The ExTiX project has announced the release of a new version of the Ubuntu-based desktop distribution. The new version, ExTiX 17.7, ships with the Budgie desktop environment and features Refracta Tools for remastering the operating system. "I've made a new extra version of ExTiX with the Budgie Desktop. Budgie is focused on simplicity and elegance. Designed with the modern user in mind. Only a minimum of packages are installed in ExTiX Budgie. You can of course install all the packages you want, even while running ExTiX Budgie live. i.e. from a DVD or USB stick. All four ExTiX systems are based on Ubuntu and Debian. While running ExTiX Budgie 17.7 live or from hard drive you can use Refracta Tools (pre-installed) to create your own live installable Ubuntu system." Additional details on ExTiX 17.7 can be found in the project's release announcement.
Following several delays during the development cycle, the Mageia project has announced the release of Mageia 6. The new version includes the KDE Plasma 5 desktop environment, the DNF package manager is now available alongside urpmi and Mageia 6 includes live test media for the Xfce desktop environment: "The extra time that has gone into this release has allowed for many exciting additions, here are a few of the major additions and key features of Mageia 6: KDE Plasma 5 replaces the previous KDE SC 4 desktop environment.
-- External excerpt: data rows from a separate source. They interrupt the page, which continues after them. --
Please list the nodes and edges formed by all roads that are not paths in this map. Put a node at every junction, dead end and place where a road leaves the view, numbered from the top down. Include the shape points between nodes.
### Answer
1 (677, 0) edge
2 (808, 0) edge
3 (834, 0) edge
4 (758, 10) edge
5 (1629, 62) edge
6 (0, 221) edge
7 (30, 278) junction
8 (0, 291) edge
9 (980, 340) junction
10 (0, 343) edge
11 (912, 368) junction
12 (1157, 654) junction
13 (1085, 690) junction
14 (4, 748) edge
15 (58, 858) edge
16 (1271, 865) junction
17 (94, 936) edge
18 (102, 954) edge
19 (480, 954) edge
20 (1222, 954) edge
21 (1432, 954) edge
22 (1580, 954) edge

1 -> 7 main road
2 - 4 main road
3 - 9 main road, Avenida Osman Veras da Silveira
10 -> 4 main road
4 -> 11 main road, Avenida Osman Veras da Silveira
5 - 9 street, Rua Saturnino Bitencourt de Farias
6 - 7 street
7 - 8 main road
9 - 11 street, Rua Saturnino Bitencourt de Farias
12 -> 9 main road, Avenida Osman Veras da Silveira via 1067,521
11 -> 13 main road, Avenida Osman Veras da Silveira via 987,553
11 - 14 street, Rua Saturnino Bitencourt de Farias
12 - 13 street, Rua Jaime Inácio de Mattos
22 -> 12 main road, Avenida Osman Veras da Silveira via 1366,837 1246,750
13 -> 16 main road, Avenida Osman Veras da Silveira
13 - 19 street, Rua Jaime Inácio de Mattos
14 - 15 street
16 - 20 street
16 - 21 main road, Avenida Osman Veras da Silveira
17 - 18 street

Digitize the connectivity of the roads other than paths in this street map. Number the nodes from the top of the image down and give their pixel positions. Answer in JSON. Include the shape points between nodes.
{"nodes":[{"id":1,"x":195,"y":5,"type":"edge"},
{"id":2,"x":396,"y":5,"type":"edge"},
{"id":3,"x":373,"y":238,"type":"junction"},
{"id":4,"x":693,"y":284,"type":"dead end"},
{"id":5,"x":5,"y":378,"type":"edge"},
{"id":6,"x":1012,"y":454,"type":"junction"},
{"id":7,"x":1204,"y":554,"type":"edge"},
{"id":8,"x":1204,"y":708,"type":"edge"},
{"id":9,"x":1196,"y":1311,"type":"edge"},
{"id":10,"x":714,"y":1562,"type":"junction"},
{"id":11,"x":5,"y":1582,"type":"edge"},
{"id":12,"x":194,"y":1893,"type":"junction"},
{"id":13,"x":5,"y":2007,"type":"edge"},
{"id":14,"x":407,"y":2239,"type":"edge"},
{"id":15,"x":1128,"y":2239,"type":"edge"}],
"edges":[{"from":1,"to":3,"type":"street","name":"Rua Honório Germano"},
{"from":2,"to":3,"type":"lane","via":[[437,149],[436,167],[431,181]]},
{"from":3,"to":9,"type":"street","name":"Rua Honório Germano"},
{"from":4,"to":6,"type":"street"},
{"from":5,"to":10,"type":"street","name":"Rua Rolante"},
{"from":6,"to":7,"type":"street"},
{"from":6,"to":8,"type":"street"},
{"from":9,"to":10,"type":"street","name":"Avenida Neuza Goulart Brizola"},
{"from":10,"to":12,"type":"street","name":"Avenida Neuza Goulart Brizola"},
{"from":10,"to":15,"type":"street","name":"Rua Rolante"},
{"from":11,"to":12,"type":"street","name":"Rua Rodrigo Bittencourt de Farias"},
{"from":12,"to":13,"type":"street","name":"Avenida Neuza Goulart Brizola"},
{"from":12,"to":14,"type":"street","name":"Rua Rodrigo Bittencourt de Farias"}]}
The new package manager DNF is provided as an alternative to urpmi, enabling a great packaging ecosystem: Support for AppStream and thus GNOME Software and Plasma Discover; support for Fedora COPR and openSUSE Build Service to provide third-party packages for Mageia 6 and later; dnfdragora, a new GUI tool for package management inspired from rpmdrake. Brand new icon theme for all Mageia tools, notably the Mageia Control Center. Successful integration of the ARM port (ARMv5 and ARMv7) in the build system, allowing to setup ARM chroots. Installation images are not available yet but will come in the future. GRUB2 as the default bootloader. New Xfce Live images to test Mageia with a lighter weight environment." Additional information on Mageia 6 can be found in the project's release announcement and in the release notes.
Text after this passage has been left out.